For a moment he saw the Jonah others saw. Light-skinned black man, son of a black mother and a white father. He had softer features than a lot of black guys – a leaner nose, thinner lips. Jonah was a solid, handsome dude, like an actor or maybe a pro baseball player out and about in street clothes.

It was rare for Gordo to look at him this way. Most of the time, Gordo still thought of his partner as he was when they first met and became friends in junior high school – a skinny kid with a crazy head of curly hair and basketball shorts hanging down past his knees. They had known each other a long time now – just about twenty years.

Gordo placed the beers on the table and slid onto his stool.

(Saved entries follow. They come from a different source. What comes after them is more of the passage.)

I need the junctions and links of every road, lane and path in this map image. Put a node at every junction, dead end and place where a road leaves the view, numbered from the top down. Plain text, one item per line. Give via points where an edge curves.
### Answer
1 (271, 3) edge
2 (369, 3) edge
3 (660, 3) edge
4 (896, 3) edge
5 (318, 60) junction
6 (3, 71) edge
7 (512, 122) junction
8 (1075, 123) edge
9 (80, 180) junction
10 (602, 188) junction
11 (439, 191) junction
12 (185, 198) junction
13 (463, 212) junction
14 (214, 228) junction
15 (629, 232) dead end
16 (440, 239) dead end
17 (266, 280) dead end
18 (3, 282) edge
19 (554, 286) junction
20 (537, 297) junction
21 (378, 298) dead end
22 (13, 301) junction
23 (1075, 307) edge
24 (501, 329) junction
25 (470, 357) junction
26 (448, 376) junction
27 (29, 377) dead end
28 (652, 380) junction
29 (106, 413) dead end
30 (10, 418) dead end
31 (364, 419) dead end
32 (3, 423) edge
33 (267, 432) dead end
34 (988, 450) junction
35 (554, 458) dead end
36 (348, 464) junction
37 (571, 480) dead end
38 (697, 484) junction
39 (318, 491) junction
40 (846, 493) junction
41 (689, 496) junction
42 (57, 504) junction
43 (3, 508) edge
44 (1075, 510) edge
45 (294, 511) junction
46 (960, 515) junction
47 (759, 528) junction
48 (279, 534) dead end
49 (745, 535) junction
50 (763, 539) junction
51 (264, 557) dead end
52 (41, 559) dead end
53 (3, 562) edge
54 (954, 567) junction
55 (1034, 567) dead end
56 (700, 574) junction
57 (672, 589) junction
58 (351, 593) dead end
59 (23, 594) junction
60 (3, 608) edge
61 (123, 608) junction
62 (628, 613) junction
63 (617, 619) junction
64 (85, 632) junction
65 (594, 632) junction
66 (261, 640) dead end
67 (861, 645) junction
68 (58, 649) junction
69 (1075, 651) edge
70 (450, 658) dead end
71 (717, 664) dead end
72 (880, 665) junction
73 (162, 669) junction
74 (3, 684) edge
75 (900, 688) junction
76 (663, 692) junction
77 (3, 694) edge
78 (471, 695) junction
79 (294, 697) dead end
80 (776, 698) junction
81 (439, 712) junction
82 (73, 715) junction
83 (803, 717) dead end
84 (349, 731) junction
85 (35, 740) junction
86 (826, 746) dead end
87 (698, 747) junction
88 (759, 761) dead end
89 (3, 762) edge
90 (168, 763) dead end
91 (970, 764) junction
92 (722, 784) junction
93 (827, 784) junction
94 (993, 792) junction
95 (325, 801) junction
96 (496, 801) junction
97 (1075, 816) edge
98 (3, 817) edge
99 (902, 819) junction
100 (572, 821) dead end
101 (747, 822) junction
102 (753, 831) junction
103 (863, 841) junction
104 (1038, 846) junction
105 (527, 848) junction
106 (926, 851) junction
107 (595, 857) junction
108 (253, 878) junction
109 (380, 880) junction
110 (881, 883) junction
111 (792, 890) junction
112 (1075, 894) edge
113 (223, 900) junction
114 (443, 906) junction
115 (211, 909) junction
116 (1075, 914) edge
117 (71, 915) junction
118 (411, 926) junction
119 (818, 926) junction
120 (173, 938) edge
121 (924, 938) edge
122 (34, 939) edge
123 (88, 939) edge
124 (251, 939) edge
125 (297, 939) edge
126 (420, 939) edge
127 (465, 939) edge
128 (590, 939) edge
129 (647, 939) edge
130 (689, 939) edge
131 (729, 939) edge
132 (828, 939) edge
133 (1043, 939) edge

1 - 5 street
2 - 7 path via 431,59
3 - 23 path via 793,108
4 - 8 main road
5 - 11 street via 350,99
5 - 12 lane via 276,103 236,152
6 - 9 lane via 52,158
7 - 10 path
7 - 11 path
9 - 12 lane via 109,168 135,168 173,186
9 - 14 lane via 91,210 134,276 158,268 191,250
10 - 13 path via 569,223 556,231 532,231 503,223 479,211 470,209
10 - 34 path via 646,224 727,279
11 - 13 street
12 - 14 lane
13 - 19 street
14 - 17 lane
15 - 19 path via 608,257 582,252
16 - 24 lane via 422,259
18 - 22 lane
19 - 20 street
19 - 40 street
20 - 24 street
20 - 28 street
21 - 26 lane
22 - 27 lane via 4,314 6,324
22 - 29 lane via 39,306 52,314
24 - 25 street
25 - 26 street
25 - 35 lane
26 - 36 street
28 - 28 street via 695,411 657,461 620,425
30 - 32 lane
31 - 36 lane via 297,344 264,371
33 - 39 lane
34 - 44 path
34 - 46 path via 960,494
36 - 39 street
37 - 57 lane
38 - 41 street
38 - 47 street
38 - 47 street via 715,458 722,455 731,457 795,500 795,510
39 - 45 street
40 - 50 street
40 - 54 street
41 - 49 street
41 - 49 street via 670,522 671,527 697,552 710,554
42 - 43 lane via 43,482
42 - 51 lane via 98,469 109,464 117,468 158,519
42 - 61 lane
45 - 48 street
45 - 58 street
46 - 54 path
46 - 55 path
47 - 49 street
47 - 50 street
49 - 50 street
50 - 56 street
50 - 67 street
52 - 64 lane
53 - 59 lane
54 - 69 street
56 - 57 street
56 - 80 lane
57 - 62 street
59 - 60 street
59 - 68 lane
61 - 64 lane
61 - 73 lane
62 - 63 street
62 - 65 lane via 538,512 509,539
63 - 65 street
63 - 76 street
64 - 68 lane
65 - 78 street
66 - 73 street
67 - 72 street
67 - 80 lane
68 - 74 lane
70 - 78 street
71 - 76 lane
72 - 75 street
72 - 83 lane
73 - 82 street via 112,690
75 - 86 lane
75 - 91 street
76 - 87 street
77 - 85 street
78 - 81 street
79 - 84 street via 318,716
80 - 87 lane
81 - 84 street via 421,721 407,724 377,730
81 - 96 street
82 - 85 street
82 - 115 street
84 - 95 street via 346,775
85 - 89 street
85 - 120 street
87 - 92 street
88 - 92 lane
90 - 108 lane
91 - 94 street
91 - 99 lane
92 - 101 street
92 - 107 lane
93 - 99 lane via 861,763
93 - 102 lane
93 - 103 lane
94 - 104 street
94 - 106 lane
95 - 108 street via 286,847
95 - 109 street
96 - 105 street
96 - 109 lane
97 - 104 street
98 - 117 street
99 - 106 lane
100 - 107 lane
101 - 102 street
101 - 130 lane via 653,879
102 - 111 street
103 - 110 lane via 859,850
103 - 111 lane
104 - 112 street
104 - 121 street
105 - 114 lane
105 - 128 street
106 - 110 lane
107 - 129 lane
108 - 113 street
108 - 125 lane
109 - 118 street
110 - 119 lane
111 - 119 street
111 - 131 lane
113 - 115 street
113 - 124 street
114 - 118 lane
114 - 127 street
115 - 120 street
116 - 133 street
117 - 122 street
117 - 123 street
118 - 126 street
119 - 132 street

‘You want some acetaminophen?’ he said. ‘I got some out in the car. Generic store brand, but it works real good.’

Jonah shook his head. ‘The stuff is poison, man. It kills the liver.’

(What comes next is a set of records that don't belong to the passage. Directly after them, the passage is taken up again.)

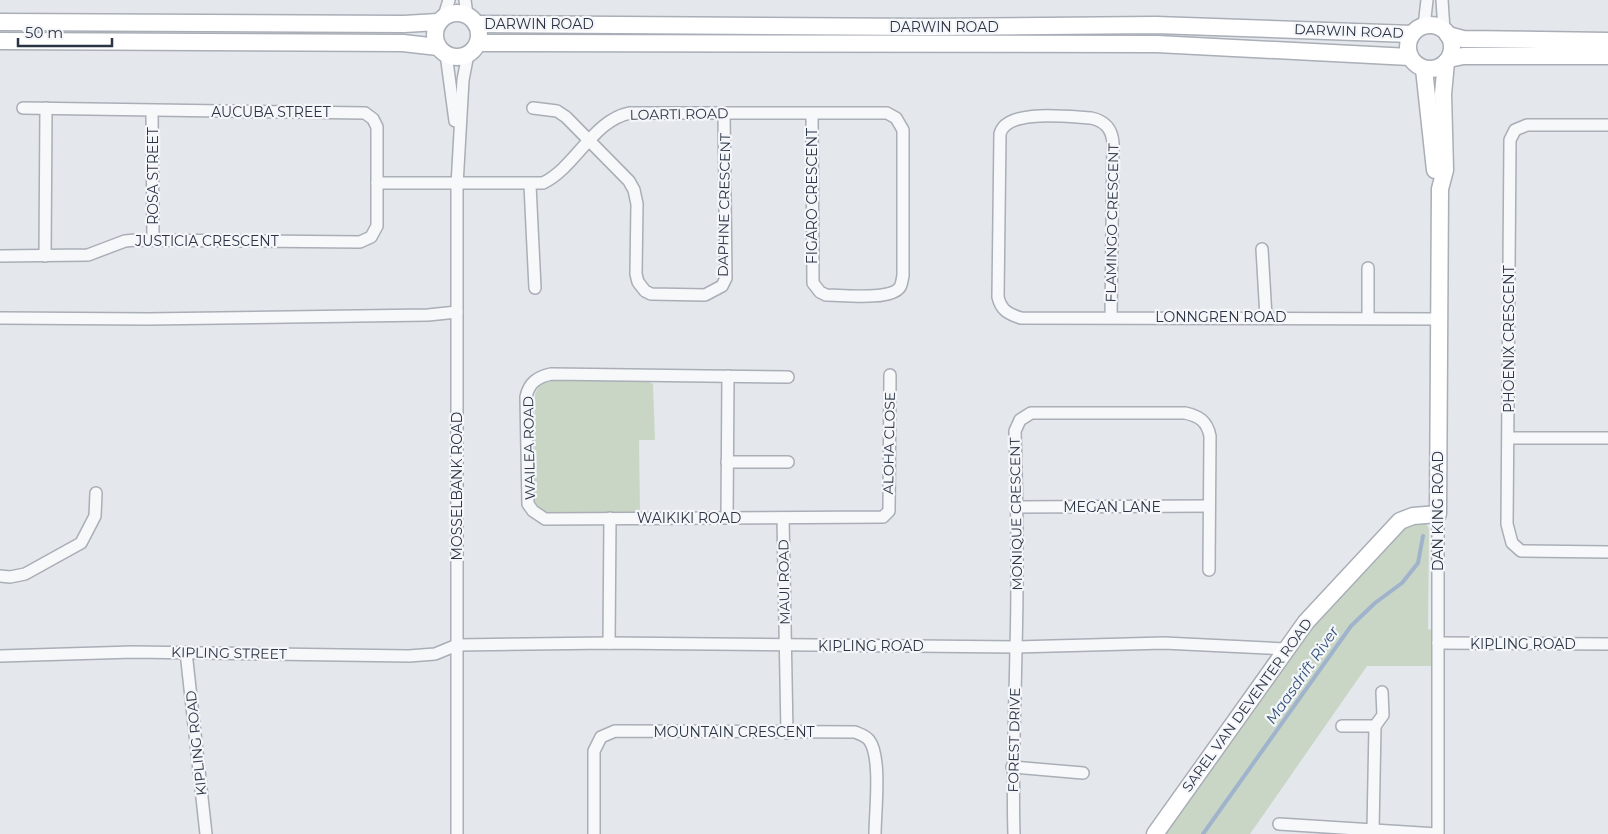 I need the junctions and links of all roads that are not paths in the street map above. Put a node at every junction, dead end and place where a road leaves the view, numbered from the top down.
1 (449, 0) edge
2 (1427, 0) edge
3 (1442, 0) edge
4 (469, 13) edge
5 (441, 19) junction
6 (0, 22) edge
7 (1418, 30) junction
8 (1446, 32) junction
9 (0, 41) edge
10 (1608, 41) edge
11 (473, 49) junction
12 (442, 51) junction
13 (1608, 56) edge
14 (1410, 57) junction
15 (1447, 60) junction
16 (1424, 69) junction
17 (23, 108) dead end
18 (46, 108) junction
19 (533, 108) dead end
20 (152, 112) junction
21 (724, 113) junction
22 (812, 114) junction
23 (896, 118) joint
24 (1608, 125) edge
25 (458, 137) junction
26 (590, 141) junction
27 (377, 184) junction
28 (456, 185) junction
29 (530, 185) junction
30 (1440, 189) junction
31 (153, 240) junction
32 (1262, 249) dead end
33 (0, 256) edge
34 (46, 256) junction
35 (1368, 268) dead end
36 (535, 288) dead end
37 (1005, 311) joint
38 (457, 312) junction
39 (1266, 317) junction
40 (0, 318) edge
41 (1111, 318) junction
42 (1368, 318) junction
43 (1438, 319) junction
44 (890, 374) dead end
45 (728, 376) junction
46 (788, 377) dead end
47 (1509, 438) junction
48 (1608, 438) edge
49 (727, 462) junction
50 (788, 462) dead end
51 (96, 493) dead end
52 (1208, 506) junction
53 (1017, 507) junction
54 (889, 511) joint
55 (1438, 514) junction
56 (727, 517) junction
57 (610, 518) junction
58 (783, 518) junction
59 (1608, 552) edge
60 (1210, 570) dead end
61 (0, 576) edge
62 (609, 643) junction
63 (1438, 643) junction
64 (1608, 644) edge
65 (457, 645) junction
66 (786, 646) junction
67 (1016, 647) junction
68 (1285, 649) junction
69 (186, 652) junction
70 (0, 656) edge
71 (1382, 692) dead end
72 (1342, 726) dead end
73 (1375, 726) junction
74 (787, 733) junction
75 (1012, 767) junction
76 (1083, 773) dead end
77 (1279, 824) dead end
78 (1373, 830) junction
79 (206, 834) edge
80 (456, 834) edge
81 (594, 834) edge
82 (875, 834) edge
83 (1014, 834) edge
84 (1155, 834) edge
85 (1438, 834) edge

1 - 5 street
2 - 7 street
3 - 8 street
4 - 5 street
4 - 7 street, DARWIN ROAD
4 - 11 street
5 - 6 street
5 - 12 street
7 - 8 street
7 - 14 street
8 - 10 street
8 - 15 street
9 - 12 street
11 - 12 street
11 - 14 street, DARWIN ROAD
11 - 25 street, MOSSELBANK ROAD
12 - 25 street, MOSSELBANK ROAD
13 - 15 street
14 - 16 street
15 - 16 street
15 - 30 street, DAN KING ROAD
16 - 30 street, DAN KING ROAD
17 - 18 street, AUCUBA STREET
18 - 20 street, AUCUBA STREET
18 - 34 street
19 - 26 street, DAPHNE CRESCENT
20 - 27 street, AUCUBA STREET
20 - 31 street, ROSA STREET
21 - 22 street, LOARTI ROAD
21 - 26 street, LOARTI ROAD
21 - 26 street, DAPHNE CRESCENT
22 - 23 street, LOARTI ROAD
22 - 23 street, FIGARO CRESCENT
24 - 47 street, PHOENIX CRESCENT
25 - 28 street, MOSSELBANK ROAD
26 - 29 street, LOARTI ROAD
27 - 28 street
27 - 31 street, JUSTICIA CRESCENT
28 - 29 street, LOARTI ROAD
28 - 38 street, MOSSELBANK ROAD
29 - 36 street
30 - 43 street, DAN KING ROAD
31 - 34 street, JUSTICIA CRESCENT
32 - 39 street
33 - 34 street, JUSTICIA CRESCENT
35 - 42 street
37 - 41 street, LONNGREN ROAD
37 - 41 street, FLAMINGO CRESCENT
38 - 40 street
38 - 65 street, MOSSELBANK ROAD
39 - 41 street, LONNGREN ROAD
39 - 42 street, LONNGREN ROAD
42 - 43 street, LONNGREN ROAD
43 - 55 street, DAN KING ROAD
44 - 54 street, ALOHA CLOSE
45 - 46 street, WAILEA ROAD
45 - 49 street
45 - 57 street, WAILEA ROAD
47 - 48 street
47 - 59 street, PHOENIX CRESCENT
49 - 50 street
49 - 56 street
51 - 61 street
52 - 53 street, MEGAN LANE
52 - 53 street, MONIQUE CRESCENT
52 - 60 street, MONIQUE CRESCENT
53 - 67 street, MONIQUE CRESCENT
54 - 58 street, WAIKIKI ROAD
55 - 63 street, DAN KING ROAD
55 - 68 street, SAREL VAN DEVENTER ROAD
56 - 57 street, WAIKIKI ROAD
56 - 58 street, WAIKIKI ROAD
57 - 62 street
58 - 66 street, MAUI ROAD
62 - 65 street, KIPLING ROAD
62 - 66 street, KIPLING ROAD
63 - 64 street, KIPLING ROAD
63 - 85 street, DAN KING ROAD
65 - 69 street, KIPLING STREET
65 - 80 street, MOSSELBANK ROAD
66 - 67 street, KIPLING ROAD
66 - 74 street, MAUI ROAD
67 - 68 street, KIPLING ROAD
67 - 75 street, FOREST DRIVE
68 - 84 street, SAREL VAN DEVENTER ROAD
69 - 70 street, KIPLING STREET
69 - 79 street, KIPLING ROAD
71 - 73 street
72 - 73 street
73 - 78 street
74 - 81 street, MOUNTAIN CRESCENT
74 - 82 street, MOUNTAIN CRESCENT
75 - 76 street
75 - 83 street, FOREST DRIVE
77 - 78 street
78 - 85 street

Gordo saw right away that Jonah was in a mood. Well, then it was up to Gordo to lighten the place up a little. ‘Listen, it was poor planning,’ he told Jonah. ‘The fucking guy out-thunk me, that’s all.’

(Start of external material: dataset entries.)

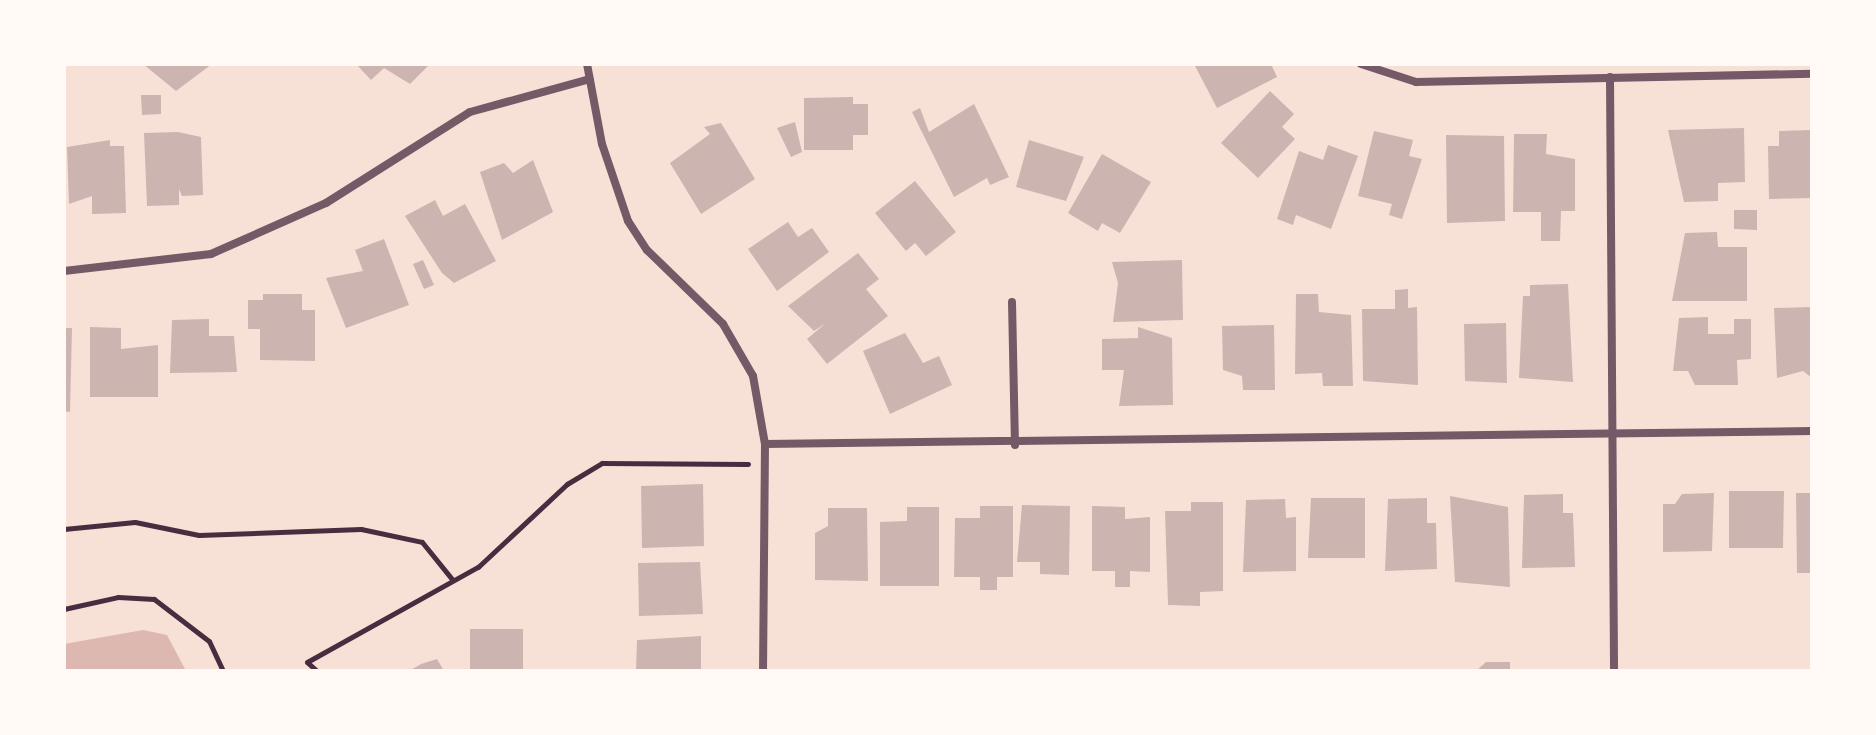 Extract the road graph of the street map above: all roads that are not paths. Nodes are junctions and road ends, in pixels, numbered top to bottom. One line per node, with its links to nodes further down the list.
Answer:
1 (587, 64): 5 (street)
2 (1361, 64): 4 (street)
3 (1812, 74): 4 (street)
4 (1610, 77): 9 (street)
5 (590, 79): 6 (street); 10 (street)
6 (64, 271)
7 (1012, 302): 11 (street)
8 (1812, 431): 9 (street)
9 (1612, 434): 11 (street); 13 (street)
10 (765, 444): 11 (street); 12 (street)
11 (1015, 445)
12 (763, 671)
13 (1614, 671)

‘I don’t want to talk about it,’ Jonah said.

‘We learned something today, that’s what I’m trying to tell you. Planning is the key, all right? We just gotta look at all the angles. Cover all possible exits, no matter how crazy they seem.’

Jonah grimaced in response and stared down at the table. ‘That’s a long way to go to learn something.’

Gordo sipped his beer.

He was thirty-two years old, stood a shade under six feet tall, and weighed almost two hundred and fifty pounds. He thought he carried it pretty well, more like a strong, heavy thickness than fat. His massive belly was as hard as an iron skillet. His legs were like the trunks of California redwoods. His arms were like the big bass pipes on a giant church organ. And the nickname? He loved it. El Gordo. It reminded him of a superhero, or maybe a monster from the old Jap Godzilla movies. He had loved the girl down in Santo Domingo who thought it up, too. She was dark black with dyed-blonde hair and a killer body. Chocolata, she called herself, though God knew her real name was probably something a little more conventional like Rosa, or Maria. In any case, Gordo did her good, in ten different ways and in the morning he gave her an extra tip for the nickname idea.

He had been around.

He sold cocaine for a while when he was coming up. He had a little route that took him all over the metro area three days a week. It turned him off pretty quick. He grew tired of listening to screaming babies in the back bedrooms of tiny houses while Mom and Dad had a taste in the kitchen before buying. How often had he seen that? Once or twice, but it seemed like every week. He also didn’t like that paranoid, up-all-night feeling after too many lines, hours of time to think about the cops knocking down the door and coming through the walls one day soon. He got out before that could happen.

Later, he spent some time repossessing cars. It was back when the collapse started happening, the first phase. People had bought all kinds of junk on credit, and now they were out of money. Gas prices going through the roof, house values tanking, people losing jobs left and right – suddenly, paying the note on that Hummer or that Land Rover didn’t seem so smart anymore. Those were good times and Gordo made good money. It seemed like he could always make money, up or down, it didn’t matter.

But the banks themselves started going belly up. There was a glut of consumer shit out there – cars, boats, jet skis – and nobody was paying on any of it, but the companies didn’t want it back anymore, either. It cost more to collect the stuff than the money they could get reselling it or unloading it at auction. Then the gasoline dried up, and no middle-class worker bee would take a powerboat or a jet ski if you tried to give them one. You might as well try to give them bubonic plague. It was a good lesson to learn – toys that had once cost ten thousand, twenty thousand, even thirty thousand dollars or more could become worth zero, or less than zero, practically overnight.